Effect of target bending in normal impact of a flat-ended cylindrical projectile near the ballistic limit

Abstract

The current work is concerned with the normal impact of flat-nosed cylindrical projectiles striking at a velocity in the vicinity of the ballistic limit on metallic targets. The ratio of target thickness to striker diameter ranges from ¼ to ½. The resulting penetration model extends existing theories to include the extensive deformation of the target resulting from the bending effect. The dynamic and static stress-strain relations of 2024-0 aluminum are obtained by means of the split-Hopkinson bar technique and an Instron machine, respectively. A series of tests with 0.8 mm diameter pre-drilled holes in each target is conducted to assess the relative effects of bending and shear on the plate deformation.

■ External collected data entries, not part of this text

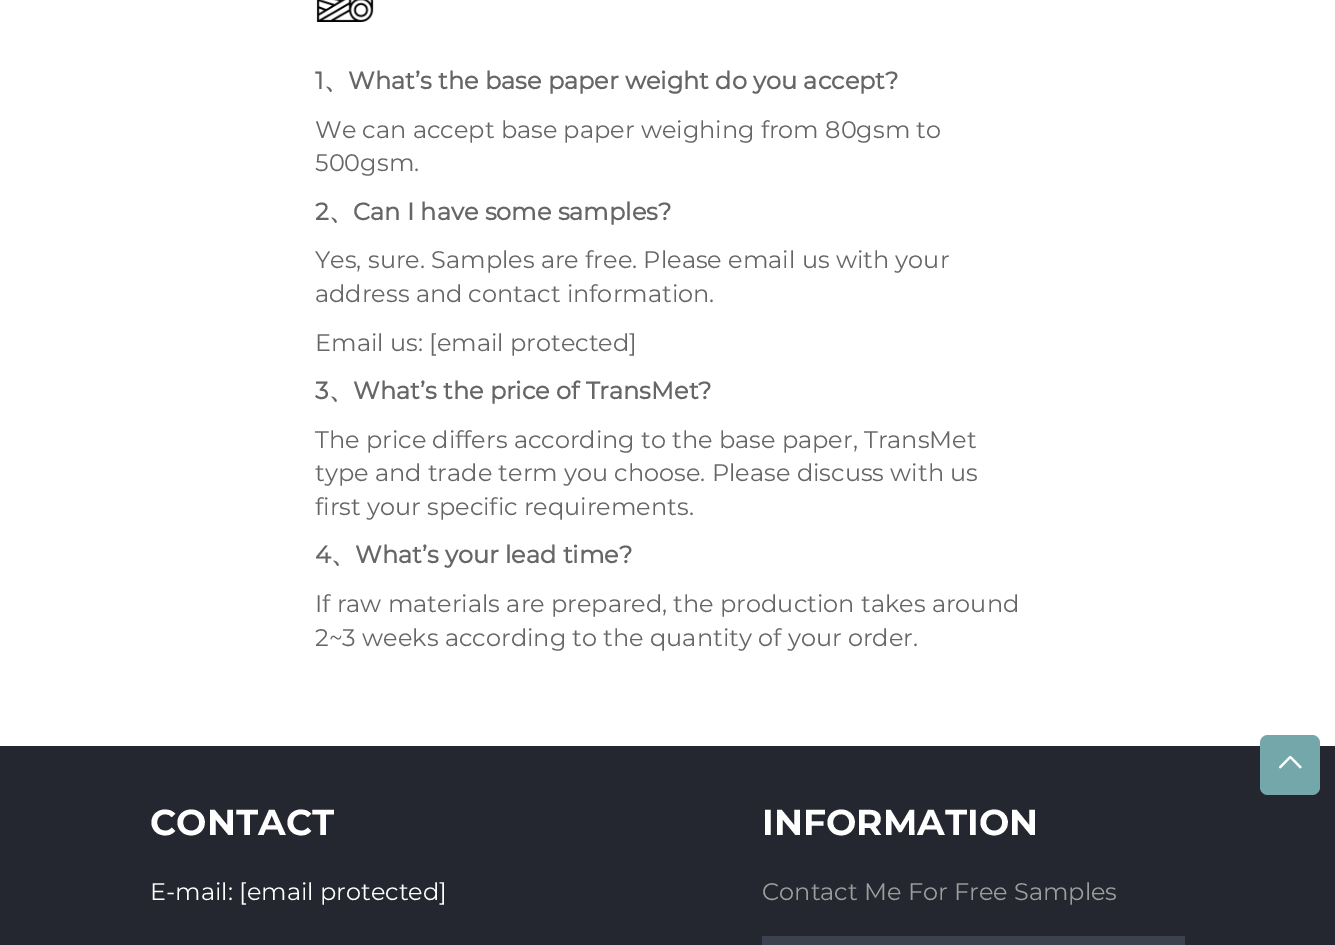 %!PS
<< /PageSize [1335 945] >> setpagedevice
/rgb { 3 { 255 div 3 1 roll } repeat setrgbcolor } def
/font { [ exch dup neg 0 0 3 -1 roll 0 0 ] selectfont } def
/text { moveto show } def
/roundrect { 5 dict begin { /r /h /w /y /x } { exch def } forall
  x r add y moveto x w add y 2 copy h add r arct x w add y h add x 1 index r arct
  x y h add x y r arct x y 2 copy exch w add exch r arct closepath end } def
/picture { 5 dict begin { /h /w /y /x /name } { exch def } forall
  gsave x y translate w h scale
  w h 8 [w 0 0 h 0 0] name (r) file false 3 colorimage grestore end } def
0 945 translate 1 -1 scale
4 setmiterlimit
255 255 255 rgb
0 0 1335 945 rectfill
(img_01.rgb) 316 0 58 22 picture
36 39 47 rgb
0 746 1335 199 rectfill
115 167 169 rgb
1260 735 60 60 8 roundrect fill
(img_02.rgb) 1279 755 23 14 picture
59 65 79 rgb
762 936 423 9 rectfill
/Montserrat-Bold 24 font
102 102 102 rgb
(1) 315 89 text
(What’s the base paper weight do you accept?) 348 89 text
/WenQuanYiZenHei-Bold 24 font
(、) 324 89 text
/Montserrat-Regular 24 font
(We can accept base paper weighing from 80gsm to) 315 138 text
(500gsm.) 315 171 text
/Montserrat-Bold 24 font
(2) 315 220 text
(Can I have some samples?) 353 220 text
/WenQuanYiZenHei-Bold 24 font
(、) 329 220 text
/Montserrat-Regular 24 font
(Yes, sure. Samples are free. Please email us with your) 315 268 text
(address and contact information.) 315 302 text
(Email us: [email protected]) 315 351 text
/Montserrat-Bold 24 font
(3) 315 399 text
/WenQuanYiZenHei-Bold 24 font
(、) 329 399 text
/Montserrat-Bold 24 font
(What’s the price of TransMet?) 353 399 text
/Montserrat-Regular 24 font
(The price differs according to the base paper, TransMet) 315 448 text
(type and trade term you choose. Please discuss with us) 315 481 text
(first your specific requirements.) 315 515 text
/Montserrat-Bold 24 font
(4) 315 563 text
(What’s your lead time?) 355 563 text
/WenQuanYiZenHei-Bold 24 font
(、) 331 563 text
/Montserrat-Regular 24 font
(If raw materials are prepared, the production takes around) 315 612 text
(2~3 weeks according to the quantity of your order.) 315 646 text
/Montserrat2-Bold 36 font
255 255 255 rgb
(CONTACT) 150 835 text
/Montserrat-Regular 24 font
(E-mail: [email protected]) 150 900 text
/Montserrat2-Bold 36 font
(INFORMATION) 762 835 text
/Montserrat-Regular 24 font
157 157 157 rgb
(Contact Me For Free Samples) 762 900 text
showpage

A total of 20 shots are executed to examine the phenomenon of the plate response under impact loading. The 12.7 mm diameter hard-steel projectiles are fired with a pneumatic gun against 3.18, 4.76, and 6.35 mm aluminum targets at a velocity of up to 182 m s−1. A dynamic plastic bending theory is proposed that will be superposed on the previously developed one-dimensional phenomenological penetration model of Liss et at. (Int. J. Impact Engng 1, 321–324 (1983)), to permit a more accurate prediction of target response. This phenomenological model is numerically analyzed and compared with the experimental findings and the two-dimensional Lagrangian computational codes Dyna2d and Autodyn using a Cray X/MP-48 and PC-AT, respectively. Excellent correspondence with data is obtained for the projectile exit velocity when a higher impact speed is employed. The final deformation field computed from the model is not limited to a narrow zone and shows good correlation with the experimental data, especially for thinner targets.